Books

'French Cinema' Is a Tangled, Rumpled Jumble of a History

French Cinema is a popular history that makes its own eccentric claims on what that history should be.


French Cinema

Publisher: Faber & Faber
Length: 464 pages
Author: Charles Drazin
Price: $22.00
Format: Paperback
Publication date: 2011-06
Amazon

For better and worse, Charles Drazin’s French Cinema is a tangled, rumpled jumble of a history: an analysis of industry economics (at its best), a celebration of French artistry over Hollywood industry (at its most questionable), a revisionist appreciation of pre-World War II French films (a worthwhile, if lopsided endeavor given the purported scope of the book), and the launching pad for a hundred ideas by the author, some of which have little to do with French cinema.
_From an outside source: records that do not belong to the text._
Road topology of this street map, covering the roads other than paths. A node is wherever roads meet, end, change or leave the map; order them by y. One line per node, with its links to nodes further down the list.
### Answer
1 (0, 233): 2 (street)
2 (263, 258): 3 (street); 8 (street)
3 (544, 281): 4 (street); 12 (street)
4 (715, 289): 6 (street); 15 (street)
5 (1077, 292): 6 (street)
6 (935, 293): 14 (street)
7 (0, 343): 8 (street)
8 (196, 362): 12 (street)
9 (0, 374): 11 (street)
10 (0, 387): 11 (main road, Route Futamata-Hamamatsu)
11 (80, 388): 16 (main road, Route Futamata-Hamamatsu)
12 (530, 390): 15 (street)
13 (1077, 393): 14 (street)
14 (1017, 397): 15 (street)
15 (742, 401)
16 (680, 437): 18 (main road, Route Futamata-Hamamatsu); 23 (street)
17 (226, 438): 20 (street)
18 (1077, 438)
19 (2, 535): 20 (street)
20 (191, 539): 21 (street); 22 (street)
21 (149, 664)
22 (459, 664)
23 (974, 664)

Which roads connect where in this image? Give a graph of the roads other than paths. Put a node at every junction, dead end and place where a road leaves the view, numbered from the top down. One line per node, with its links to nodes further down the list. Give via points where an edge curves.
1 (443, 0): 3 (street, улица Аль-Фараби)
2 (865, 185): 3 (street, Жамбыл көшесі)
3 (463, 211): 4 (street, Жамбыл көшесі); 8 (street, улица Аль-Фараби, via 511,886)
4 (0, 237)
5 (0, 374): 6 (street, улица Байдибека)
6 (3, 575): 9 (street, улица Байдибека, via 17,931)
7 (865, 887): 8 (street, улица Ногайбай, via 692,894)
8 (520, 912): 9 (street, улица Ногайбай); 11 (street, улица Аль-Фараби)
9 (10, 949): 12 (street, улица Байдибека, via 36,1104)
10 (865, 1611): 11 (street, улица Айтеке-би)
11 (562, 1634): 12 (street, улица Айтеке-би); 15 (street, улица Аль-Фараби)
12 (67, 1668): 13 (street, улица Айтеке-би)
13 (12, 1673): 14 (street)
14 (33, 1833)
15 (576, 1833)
In the preface, writing about the career of the director Éric Rohmer, Drazin peaked my interested when he writes “But what seemed much more interesting to me was the attitude that had got Rohmer to this point [the success of Ma nuit chez Maud, after so many years of struggle, as well as the cultural network that was able to support him when the commercial film industry would not. It is this different operating system – which throws into such sharp relief our Hollywood-dominated, English-language cinema – that I would like to explore in this book.” Analyzing the development of the film industry in France and how the artistic and financial aspects of it intertwined is surely the most interesting aspect of the book. But the line about throwing Hollywood into sharp relief is a distraction and a distraction in too much of what follows.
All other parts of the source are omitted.